EXERCISE DIRECTIONS: Go through the records below and copy out every line that contains the word "limit".

Segment Open

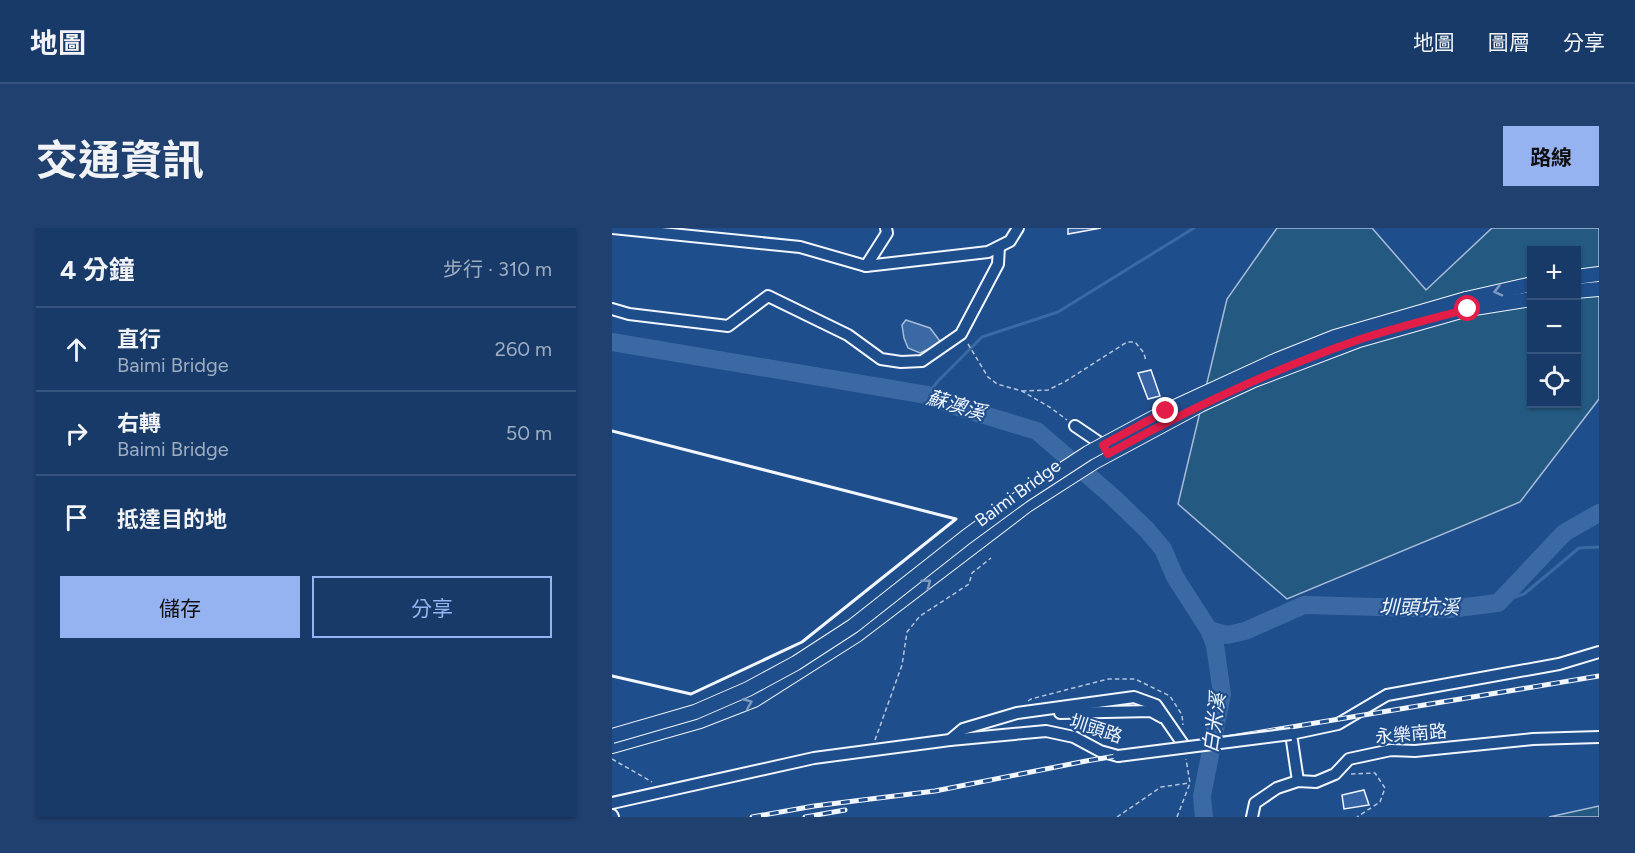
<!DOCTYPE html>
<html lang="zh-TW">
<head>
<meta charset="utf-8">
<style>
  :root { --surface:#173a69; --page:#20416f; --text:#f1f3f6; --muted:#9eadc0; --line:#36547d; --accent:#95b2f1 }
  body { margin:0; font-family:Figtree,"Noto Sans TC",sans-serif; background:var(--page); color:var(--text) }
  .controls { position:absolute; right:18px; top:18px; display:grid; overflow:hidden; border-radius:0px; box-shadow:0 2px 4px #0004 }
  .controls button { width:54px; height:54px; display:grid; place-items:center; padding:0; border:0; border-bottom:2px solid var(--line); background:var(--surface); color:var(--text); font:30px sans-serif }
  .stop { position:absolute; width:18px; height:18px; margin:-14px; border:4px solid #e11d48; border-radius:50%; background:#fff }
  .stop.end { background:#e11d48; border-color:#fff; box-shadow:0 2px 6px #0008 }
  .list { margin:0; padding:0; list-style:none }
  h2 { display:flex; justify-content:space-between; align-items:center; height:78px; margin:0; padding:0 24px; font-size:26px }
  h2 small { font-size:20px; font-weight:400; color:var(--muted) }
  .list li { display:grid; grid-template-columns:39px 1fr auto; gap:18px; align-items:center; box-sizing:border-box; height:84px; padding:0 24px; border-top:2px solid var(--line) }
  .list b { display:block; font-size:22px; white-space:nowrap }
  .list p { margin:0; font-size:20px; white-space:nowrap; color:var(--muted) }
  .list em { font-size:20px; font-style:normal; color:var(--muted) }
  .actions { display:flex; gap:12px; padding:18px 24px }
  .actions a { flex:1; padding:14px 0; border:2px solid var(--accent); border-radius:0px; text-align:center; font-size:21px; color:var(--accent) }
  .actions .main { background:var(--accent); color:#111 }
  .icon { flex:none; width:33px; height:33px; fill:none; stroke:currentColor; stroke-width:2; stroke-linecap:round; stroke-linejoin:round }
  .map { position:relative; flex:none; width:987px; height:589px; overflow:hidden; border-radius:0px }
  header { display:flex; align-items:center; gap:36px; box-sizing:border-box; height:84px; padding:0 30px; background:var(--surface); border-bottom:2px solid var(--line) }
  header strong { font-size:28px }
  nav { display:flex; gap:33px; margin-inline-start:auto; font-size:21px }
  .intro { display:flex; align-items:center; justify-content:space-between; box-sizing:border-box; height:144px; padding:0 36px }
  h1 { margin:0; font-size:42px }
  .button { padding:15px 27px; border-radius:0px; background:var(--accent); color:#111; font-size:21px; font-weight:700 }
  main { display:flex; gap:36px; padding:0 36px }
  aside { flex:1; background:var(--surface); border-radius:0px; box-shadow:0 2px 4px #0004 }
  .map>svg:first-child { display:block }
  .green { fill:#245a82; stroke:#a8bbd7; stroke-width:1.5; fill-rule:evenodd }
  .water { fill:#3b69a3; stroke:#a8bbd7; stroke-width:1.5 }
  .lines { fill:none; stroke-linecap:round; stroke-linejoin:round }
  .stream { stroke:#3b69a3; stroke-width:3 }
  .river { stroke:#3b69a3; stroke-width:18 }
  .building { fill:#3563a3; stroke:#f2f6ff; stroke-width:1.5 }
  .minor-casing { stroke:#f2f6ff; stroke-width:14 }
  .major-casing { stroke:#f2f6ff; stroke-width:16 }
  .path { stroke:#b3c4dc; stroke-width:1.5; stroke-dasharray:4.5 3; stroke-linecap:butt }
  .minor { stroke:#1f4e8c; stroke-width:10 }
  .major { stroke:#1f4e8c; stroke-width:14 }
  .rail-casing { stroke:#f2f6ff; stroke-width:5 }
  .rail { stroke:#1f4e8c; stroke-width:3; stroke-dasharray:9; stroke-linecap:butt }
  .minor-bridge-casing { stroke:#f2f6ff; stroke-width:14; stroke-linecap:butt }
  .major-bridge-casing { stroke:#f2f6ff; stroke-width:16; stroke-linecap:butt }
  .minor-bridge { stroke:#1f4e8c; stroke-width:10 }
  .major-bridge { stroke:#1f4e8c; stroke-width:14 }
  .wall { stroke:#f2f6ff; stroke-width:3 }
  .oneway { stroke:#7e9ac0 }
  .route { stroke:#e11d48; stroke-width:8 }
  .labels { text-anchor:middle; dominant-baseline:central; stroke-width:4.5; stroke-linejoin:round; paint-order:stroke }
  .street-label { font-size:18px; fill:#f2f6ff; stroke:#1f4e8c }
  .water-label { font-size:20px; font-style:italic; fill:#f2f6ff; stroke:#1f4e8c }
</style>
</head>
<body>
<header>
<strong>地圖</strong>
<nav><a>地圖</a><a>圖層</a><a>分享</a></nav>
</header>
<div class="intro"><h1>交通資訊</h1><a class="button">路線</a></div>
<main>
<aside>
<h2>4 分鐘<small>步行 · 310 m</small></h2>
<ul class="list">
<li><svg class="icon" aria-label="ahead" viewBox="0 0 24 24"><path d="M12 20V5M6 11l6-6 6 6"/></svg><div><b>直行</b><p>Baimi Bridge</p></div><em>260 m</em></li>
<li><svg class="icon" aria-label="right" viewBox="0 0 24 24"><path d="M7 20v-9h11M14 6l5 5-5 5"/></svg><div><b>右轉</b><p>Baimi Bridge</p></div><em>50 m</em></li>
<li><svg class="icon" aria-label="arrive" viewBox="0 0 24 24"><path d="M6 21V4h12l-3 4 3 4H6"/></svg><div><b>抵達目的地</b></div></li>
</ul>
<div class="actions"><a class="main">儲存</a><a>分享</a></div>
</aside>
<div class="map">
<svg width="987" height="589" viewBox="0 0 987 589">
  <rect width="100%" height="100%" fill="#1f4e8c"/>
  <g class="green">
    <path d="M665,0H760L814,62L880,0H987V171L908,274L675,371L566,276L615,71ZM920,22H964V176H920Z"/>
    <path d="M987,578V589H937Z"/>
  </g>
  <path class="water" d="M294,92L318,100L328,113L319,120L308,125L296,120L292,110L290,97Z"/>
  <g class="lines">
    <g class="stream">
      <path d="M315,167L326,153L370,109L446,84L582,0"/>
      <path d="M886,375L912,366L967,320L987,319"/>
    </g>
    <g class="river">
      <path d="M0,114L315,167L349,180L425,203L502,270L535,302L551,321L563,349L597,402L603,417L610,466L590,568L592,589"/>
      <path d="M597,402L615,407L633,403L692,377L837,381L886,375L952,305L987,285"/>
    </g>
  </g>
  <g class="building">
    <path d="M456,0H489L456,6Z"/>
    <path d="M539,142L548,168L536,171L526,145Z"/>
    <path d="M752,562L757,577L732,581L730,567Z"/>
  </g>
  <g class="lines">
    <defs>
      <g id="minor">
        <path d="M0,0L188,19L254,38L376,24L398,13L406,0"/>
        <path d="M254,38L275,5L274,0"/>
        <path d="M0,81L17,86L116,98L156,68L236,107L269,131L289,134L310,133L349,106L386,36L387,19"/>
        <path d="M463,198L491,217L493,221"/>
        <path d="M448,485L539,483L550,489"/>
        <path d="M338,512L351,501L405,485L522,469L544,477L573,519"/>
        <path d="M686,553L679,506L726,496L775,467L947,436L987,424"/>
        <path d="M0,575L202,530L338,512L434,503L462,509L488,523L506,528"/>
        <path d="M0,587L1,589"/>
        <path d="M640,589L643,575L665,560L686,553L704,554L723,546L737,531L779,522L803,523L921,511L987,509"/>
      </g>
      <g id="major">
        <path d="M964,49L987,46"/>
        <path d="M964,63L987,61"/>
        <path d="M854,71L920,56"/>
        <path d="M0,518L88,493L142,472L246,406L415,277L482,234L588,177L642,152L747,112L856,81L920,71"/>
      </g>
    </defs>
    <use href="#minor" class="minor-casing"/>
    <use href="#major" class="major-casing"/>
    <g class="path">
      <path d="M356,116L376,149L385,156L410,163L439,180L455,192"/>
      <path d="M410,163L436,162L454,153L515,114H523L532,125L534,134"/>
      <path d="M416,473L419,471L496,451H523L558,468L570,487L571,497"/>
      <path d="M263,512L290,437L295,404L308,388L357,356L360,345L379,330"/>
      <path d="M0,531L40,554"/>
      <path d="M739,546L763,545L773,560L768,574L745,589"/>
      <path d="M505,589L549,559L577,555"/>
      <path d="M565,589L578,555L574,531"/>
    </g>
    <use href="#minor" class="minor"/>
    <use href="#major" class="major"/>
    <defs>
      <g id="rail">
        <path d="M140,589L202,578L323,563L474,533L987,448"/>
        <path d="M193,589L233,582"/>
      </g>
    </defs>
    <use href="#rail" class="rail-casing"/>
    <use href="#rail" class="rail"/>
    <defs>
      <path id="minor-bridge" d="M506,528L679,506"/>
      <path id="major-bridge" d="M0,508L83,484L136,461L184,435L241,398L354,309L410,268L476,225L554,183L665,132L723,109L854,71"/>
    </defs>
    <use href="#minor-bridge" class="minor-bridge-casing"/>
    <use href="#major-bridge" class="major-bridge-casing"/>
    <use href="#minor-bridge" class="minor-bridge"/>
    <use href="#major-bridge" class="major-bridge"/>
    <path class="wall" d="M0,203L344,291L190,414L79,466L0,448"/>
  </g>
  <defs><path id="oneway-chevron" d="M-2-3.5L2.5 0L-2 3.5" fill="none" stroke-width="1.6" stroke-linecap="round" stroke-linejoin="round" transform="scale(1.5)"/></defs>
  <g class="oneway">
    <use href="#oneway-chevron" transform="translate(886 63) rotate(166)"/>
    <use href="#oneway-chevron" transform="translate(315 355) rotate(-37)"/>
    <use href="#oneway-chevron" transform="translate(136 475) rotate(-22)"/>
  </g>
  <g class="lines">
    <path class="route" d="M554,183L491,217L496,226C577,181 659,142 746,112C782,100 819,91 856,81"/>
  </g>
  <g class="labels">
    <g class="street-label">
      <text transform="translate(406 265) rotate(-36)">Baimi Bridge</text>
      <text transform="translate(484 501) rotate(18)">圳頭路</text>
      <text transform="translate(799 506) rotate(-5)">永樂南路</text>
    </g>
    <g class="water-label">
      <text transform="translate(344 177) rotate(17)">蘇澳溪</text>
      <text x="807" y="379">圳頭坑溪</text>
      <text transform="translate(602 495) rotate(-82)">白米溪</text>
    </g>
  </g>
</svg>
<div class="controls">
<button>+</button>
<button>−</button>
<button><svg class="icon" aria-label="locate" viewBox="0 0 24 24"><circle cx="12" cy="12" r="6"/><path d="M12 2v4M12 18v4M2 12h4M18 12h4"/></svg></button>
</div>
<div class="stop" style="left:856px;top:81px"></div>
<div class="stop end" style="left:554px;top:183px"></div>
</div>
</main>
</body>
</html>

Segment Closed
Segment Open

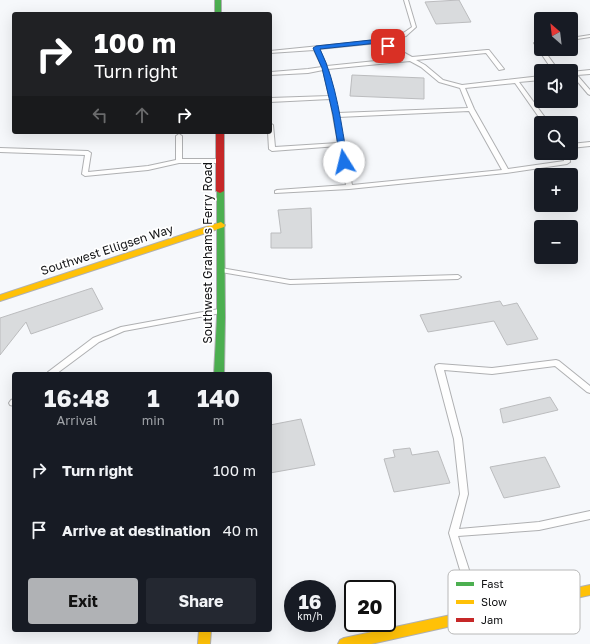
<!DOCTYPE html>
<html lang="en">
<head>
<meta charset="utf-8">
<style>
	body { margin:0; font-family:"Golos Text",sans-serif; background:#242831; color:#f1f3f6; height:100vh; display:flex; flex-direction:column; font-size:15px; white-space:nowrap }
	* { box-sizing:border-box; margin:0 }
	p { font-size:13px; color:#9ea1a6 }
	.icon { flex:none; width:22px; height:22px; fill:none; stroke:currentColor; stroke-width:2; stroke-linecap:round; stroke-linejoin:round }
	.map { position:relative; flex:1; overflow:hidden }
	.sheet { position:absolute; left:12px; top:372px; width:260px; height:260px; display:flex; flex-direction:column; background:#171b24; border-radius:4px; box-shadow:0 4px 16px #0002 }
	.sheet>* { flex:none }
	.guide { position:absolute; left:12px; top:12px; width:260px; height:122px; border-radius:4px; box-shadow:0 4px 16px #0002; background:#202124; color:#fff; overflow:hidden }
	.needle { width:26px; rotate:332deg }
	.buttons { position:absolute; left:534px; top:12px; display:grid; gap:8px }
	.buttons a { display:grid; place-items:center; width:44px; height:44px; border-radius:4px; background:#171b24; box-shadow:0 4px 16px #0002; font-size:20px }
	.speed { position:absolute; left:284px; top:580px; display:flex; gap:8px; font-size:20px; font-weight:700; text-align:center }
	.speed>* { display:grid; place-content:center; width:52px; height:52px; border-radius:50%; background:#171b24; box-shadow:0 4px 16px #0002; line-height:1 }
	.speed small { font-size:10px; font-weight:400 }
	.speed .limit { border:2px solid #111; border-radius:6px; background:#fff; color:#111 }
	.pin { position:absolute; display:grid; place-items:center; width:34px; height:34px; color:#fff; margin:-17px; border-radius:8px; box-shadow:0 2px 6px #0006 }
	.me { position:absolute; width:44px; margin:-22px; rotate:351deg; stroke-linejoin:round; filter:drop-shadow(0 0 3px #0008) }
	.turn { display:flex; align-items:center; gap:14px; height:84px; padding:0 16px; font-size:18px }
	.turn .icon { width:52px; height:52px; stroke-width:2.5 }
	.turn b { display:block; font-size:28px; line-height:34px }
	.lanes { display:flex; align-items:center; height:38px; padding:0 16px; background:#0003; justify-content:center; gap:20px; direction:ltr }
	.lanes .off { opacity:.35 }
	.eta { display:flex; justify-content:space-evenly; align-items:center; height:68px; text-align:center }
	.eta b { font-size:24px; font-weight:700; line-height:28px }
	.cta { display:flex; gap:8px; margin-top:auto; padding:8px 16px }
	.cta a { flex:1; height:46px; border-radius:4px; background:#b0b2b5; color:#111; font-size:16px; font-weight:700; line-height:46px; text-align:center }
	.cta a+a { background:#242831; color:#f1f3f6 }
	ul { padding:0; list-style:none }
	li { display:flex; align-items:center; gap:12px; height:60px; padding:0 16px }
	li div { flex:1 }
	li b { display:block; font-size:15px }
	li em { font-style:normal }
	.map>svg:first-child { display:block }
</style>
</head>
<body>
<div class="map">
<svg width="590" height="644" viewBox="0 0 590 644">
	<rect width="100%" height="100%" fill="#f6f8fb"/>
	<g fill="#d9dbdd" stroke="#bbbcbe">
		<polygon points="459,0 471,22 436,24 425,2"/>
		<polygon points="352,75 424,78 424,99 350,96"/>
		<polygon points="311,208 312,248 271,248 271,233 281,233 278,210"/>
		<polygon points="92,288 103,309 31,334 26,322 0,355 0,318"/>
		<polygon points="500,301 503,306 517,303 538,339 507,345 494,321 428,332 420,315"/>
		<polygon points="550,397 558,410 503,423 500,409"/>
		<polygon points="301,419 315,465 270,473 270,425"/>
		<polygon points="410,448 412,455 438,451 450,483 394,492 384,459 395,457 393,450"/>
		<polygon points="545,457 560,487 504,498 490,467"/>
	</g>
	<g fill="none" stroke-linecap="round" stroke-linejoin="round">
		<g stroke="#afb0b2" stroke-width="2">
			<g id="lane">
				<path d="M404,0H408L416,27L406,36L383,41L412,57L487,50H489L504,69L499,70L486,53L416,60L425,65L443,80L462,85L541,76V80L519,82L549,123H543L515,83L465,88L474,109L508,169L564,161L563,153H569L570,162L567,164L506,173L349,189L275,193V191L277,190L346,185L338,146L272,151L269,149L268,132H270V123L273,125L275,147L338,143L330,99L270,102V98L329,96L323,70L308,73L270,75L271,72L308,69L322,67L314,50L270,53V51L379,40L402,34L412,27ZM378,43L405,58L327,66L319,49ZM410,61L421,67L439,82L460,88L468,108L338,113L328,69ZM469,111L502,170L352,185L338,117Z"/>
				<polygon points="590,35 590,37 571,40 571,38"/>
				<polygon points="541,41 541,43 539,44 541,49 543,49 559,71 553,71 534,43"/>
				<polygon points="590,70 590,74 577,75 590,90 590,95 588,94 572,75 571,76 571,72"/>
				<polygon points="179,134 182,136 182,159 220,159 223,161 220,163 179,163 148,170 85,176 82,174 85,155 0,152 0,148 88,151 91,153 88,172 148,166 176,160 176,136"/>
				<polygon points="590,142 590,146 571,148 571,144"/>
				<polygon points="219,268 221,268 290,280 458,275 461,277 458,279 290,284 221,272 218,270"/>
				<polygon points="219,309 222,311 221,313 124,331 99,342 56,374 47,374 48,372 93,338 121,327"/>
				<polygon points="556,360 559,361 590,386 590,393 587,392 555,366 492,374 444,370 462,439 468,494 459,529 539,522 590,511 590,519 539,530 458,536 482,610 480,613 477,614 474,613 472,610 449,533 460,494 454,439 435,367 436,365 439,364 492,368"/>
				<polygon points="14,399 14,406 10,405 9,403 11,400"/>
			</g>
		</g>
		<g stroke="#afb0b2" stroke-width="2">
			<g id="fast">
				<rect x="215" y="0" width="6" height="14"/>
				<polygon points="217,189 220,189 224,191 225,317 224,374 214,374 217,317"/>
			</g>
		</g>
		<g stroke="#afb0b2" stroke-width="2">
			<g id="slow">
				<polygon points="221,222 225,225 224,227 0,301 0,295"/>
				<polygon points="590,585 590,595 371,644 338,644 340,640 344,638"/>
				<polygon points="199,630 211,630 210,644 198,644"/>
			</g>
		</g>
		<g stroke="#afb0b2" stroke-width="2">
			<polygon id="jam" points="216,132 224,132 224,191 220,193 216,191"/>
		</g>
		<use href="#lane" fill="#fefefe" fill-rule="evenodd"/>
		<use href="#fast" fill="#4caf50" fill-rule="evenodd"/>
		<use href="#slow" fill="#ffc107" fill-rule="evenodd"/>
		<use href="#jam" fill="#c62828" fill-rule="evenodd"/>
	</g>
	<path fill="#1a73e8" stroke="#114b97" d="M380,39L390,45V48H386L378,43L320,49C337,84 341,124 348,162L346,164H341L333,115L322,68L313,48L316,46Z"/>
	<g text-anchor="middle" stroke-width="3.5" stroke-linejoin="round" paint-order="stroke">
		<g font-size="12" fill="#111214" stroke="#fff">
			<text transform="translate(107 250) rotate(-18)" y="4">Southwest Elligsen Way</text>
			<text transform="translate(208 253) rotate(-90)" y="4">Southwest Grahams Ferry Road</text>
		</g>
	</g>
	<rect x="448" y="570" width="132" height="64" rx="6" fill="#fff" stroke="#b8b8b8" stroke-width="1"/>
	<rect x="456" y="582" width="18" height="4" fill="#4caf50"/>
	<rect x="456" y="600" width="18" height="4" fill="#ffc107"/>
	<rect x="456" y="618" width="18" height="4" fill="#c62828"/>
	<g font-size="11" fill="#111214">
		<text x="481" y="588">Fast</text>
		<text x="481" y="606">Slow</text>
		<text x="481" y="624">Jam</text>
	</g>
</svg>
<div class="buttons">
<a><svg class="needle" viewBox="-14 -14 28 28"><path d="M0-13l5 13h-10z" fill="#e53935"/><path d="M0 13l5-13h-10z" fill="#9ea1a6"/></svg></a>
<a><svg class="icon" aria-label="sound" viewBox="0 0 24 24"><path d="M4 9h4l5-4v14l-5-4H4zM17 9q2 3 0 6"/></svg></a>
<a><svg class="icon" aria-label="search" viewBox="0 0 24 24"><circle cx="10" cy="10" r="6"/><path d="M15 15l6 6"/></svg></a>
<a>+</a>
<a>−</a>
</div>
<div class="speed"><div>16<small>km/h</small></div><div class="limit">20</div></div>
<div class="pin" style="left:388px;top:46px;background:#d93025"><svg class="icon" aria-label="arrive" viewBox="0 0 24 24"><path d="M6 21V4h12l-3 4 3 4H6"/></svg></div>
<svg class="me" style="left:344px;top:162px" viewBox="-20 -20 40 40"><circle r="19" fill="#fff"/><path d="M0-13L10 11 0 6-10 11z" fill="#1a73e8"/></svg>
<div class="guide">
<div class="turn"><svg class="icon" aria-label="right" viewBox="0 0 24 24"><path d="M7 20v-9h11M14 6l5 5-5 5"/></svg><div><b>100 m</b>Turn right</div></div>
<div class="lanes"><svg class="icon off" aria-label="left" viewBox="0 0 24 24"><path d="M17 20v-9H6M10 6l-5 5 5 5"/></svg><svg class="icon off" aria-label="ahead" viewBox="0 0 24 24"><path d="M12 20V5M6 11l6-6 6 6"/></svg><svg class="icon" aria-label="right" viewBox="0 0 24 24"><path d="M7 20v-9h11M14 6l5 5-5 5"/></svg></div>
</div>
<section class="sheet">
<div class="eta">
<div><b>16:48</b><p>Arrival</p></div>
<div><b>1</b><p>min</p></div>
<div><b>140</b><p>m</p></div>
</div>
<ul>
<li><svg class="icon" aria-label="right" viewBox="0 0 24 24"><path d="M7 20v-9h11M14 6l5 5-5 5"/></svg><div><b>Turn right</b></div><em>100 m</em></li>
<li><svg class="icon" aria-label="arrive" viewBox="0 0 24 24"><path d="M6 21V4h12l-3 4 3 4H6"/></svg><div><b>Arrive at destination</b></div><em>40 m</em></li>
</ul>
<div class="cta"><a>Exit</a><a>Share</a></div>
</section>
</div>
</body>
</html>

Segment Closed

ANSWER TO THIS TASK:
	.speed .limit { border:2px solid #111; border-radius:6px; background:#fff; color:#111 }
<div class="speed"><div>16<small>km/h</small></div><div class="limit">20</div></div>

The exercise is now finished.